Le rappel à Dieu le 03 août 2020 du Professeur Moustapha Sourang, ancien ministre de l’éducation nationale, ancien recteur de l’Université Cheikh Anta Diop de Dakar, ancien doyen de la Faculté des Sciences juridiques et politiques, m’a plongé dans la consternation. J’ai connu l’homme du temps où j’étais président de l’Amicale de la Faculté des […]

Le rappel à Dieu le 03 août 2020 du Professeur Moustapha Sourang, ancien ministre de l’éducation nationale, ancien recteur de l’Université Cheikh Anta Diop de Dakar, ancien doyen de la Faculté des Sciences juridiques et politiques, m’a plongé dans la consternation. J’ai connu l’homme du temps où j’étais président de l’Amicale de la Faculté des Lettres et Sciences humaines. La première chose qui m’avait frappé, c’est son urbanité, son humilité et sa grande courtoisie. À l’époque, dans nos nombreux échanges, j’ai tout le temps perçu qu’il était sincèrement et volontairement engagé à trouver des solutions aux revendications des étudiants. Également, je constatais, le plus souvent, qu’il respectait ses engagements, chose très rare chez nos autorités politiques. Son sens de l’écoute, son ouverture d’esprit, son intelligence et son affabilité lui avaient permis de nouer des relations empreintes d’estime et de cordialité avec les étudiants. Je remarquais que malgré les violentes crises qui secouaient les universités du pays, les étudiants lui témoignaient un respect profond et rare dont peu d’autorités bénéficiaient dans ce pays. J’ai souvent vu les étudiants lui frayer une haie d’honneur jusqu’à sa voiture.

J’ai travaillé avec le Pr Sourang pendant mes deux mandats (2004-2005 et 2005-2006) à la tête de l’Amicale des étudiants de la Faculté des Lettres et Sciences humaines. Il nous faisait l’honneur de venir présider chaque année la cérémonie officielle de la Semaine de la Science et de la Culture que nous organisions. Je me souviens encore de la Première édition avec la Leçon inaugurale mémorable du 10 mars 2004 prononcée par le Pr Djibril Samb, sur le thème « Léopold Sédar Senghor, le philosophe », devant l’esplanade de la Bibliothèque universitaire. Je revois le Ministre Sourang, accompagné du recteur Abdou Salam Sall et du doyen Mamadou Kandji, sous le soleil accablant, écouter la voix grave du Pr Samb.
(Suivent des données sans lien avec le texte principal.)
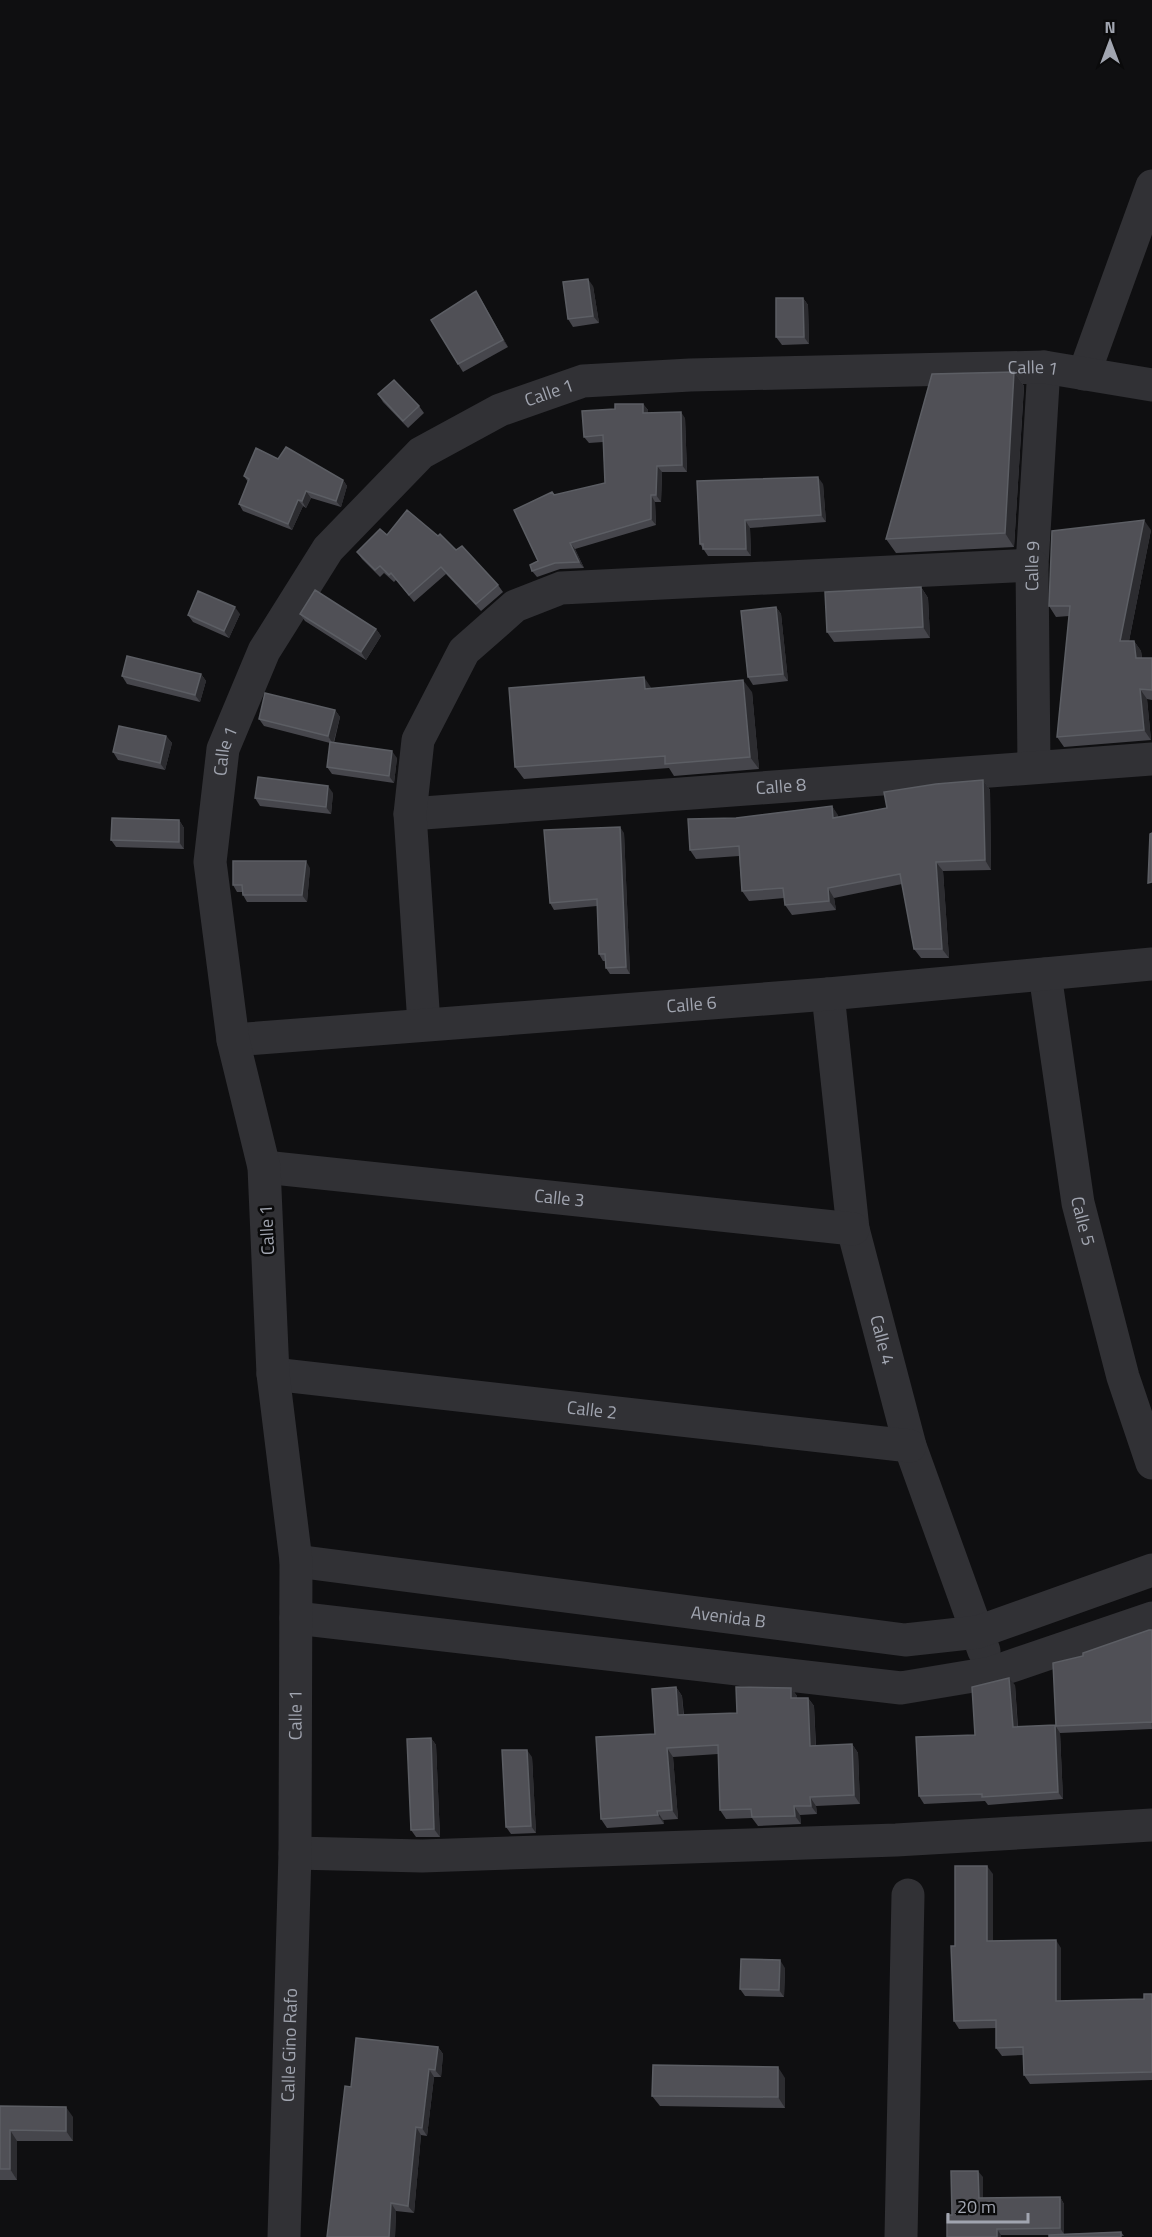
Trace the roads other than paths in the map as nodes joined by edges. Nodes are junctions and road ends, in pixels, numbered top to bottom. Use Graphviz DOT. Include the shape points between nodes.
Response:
graph roads {
  1 [pos="1152,186"];
  2 [pos="1044,367"];
  3 [pos="1084,374"];
  4 [pos="1152,385"];
  5 [pos="1032,565"];
  6 [pos="1152,759"];
  7 [pos="1034,766"];
  8 [pos="410,814"];
  9 [pos="1152,964"];
  10 [pos="1045,974"];
  11 [pos="828,994"];
  12 [pos="424,1024"];
  13 [pos="233,1040"];
  14 [pos="264,1167"];
  15 [pos="853,1229"];
  16 [pos="273,1374"];
  17 [pos="910,1446"];
  18 [pos="1152,1463"];
  19 [pos="296,1561"];
  20 [pos="1152,1570"];
  21 [pos="296,1618"];
  22 [pos="1152,1618"];
  23 [pos="978,1632"];
  24 [pos="991,1673"];
  25 [pos="1152,1825"];
  26 [pos="295,1853"];
  27 [pos="908,1895"];
  28 [pos="284,2237"];
  29 [pos="902,2237"];
  1 -- 3 [label="street"];
  2 -- 3 [label="street, Calle 1"];
  2 -- 5 [label="street, Calle 9"];
  2 -- 13 [label="street, Calle 1" via="583,381 500,410 421,453 328,549 264,651 223,749 210,862"];
  3 -- 4 [label="street, Calle 1"];
  5 -- 7 [label="street, Calle 9"];
  5 -- 8 [label="street" via="561,588 515,606 464,651 418,740"];
  6 -- 7 [label="street, Calle 8"];
  7 -- 8 [label="street, Calle 8"];
  8 -- 12 [label="street"];
  9 -- 10 [label="street, Calle 6"];
  10 -- 11 [label="street, Calle 6"];
  10 -- 18 [label="street, Calle 5" via="1078,1203 1123,1377"];
  11 -- 12 [label="street, Calle 6"];
  11 -- 15 [label="street, Calle 4"];
  12 -- 13 [label="street, Calle 6"];
  13 -- 14 [label="street, Calle 1"];
  14 -- 15 [label="street, Calle 3"];
  14 -- 16 [label="street, Calle 1"];
  15 -- 17 [label="street, Calle 4"];
  16 -- 17 [label="street, Calle 2"];
  16 -- 19 [label="street, Calle 1"];
  17 -- 23 [label="street, Calle 4"];
  19 -- 21 [label="street, Calle 1"];
  19 -- 23 [label="street, Avenida B" via="905,1640"];
  20 -- 23 [label="street, Avenida B"];
  21 -- 24 [label="street" via="901,1688"];
  21 -- 26 [label="street, Calle 1"];
  22 -- 24 [label="street"];
  23 -- 24 [label="street, Calle 4"];
  25 -- 26 [label="street" via="896,1840 422,1856"];
  26 -- 28 [label="street, Calle Gino Rafo"];
  27 -- 29 [label="street"];
}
La foule était électrisée par l’éloquence raffinée d’un conférencier qui est entré dans l’histoire de l’Université Cheikh Anta Diop par sa publication prodigieuse.

À la Seconde Édition, le Pr Moustapha Sourang avait encore répondu présent, accompagné du recteur Abdou Salam Sall et de l’Assesseur Saliou Ndiaye, qui deviendra également recteur de l’Université Cheikh Anta Diop. Cette-année là, le Pr Ndiaw Diouf de la Faculté des Sciences juridiques et politiques nous avait fait l’honneur de prononcer une brillante Leçon inaugurale sur les franchises universitaires. Je rappelle que nous avions comme invité d’honneur Youssou Ndour. Il y eut des bousculades partout pour le saluer ou prendre une photo avec lui. Les étudiants n’avaient d’yeux que pour le leader du Super Étoile de Dakar. J’entends encore la belle voix du chanteur entonner la mythique chanson « Africa » dont les paroles magiques interpellent la jeunesse africaine, un écho qui ne s’est jamais éteint. Le mélange de la culture et de la science ne peut produire que du beau.

J’ai travaillé avec le Pr Moustapha Sourang dans le respect mutuel et la responsabilité. Il était le Ministre de tutelle, j’étais le représentant des étudiants. Nous avons œuvré ensemble autour du projet de la réhabilitation de la Faculté des Lettres et Sciences humaines. Quand je devenais le président de l’Amicale des étudiants, la Faculté des Lettres était dans une déchéance morale et physique insoutenable. Les bâtiments étaient dans un état délabrement très avancé. Les amphithéâtres étaient vétustes, le raccordement électrique était porteur de catastrophes imminentes, tellement les conditions sécuritaires faisaient défaut. Les étudiants étouffaient dans des salles de cours qui n’avaient plus la capacité de les accueillir. Comme c’est le cas, le plus souvent, tout le monde se plaignait, personne n’agissait pour changer sérieusement la situation. En vérité, on avait regardé cette belle Faculté mourir à petit feu. Le gouvernement avait abandonné cet établissement, qui pourtant, comptait le plus grand nombre d’étudiants. Les autorités universitaires avaient démissionné et ceci faisait en sorte que les étudiants et les enseignants se résignaient dans la fatalité.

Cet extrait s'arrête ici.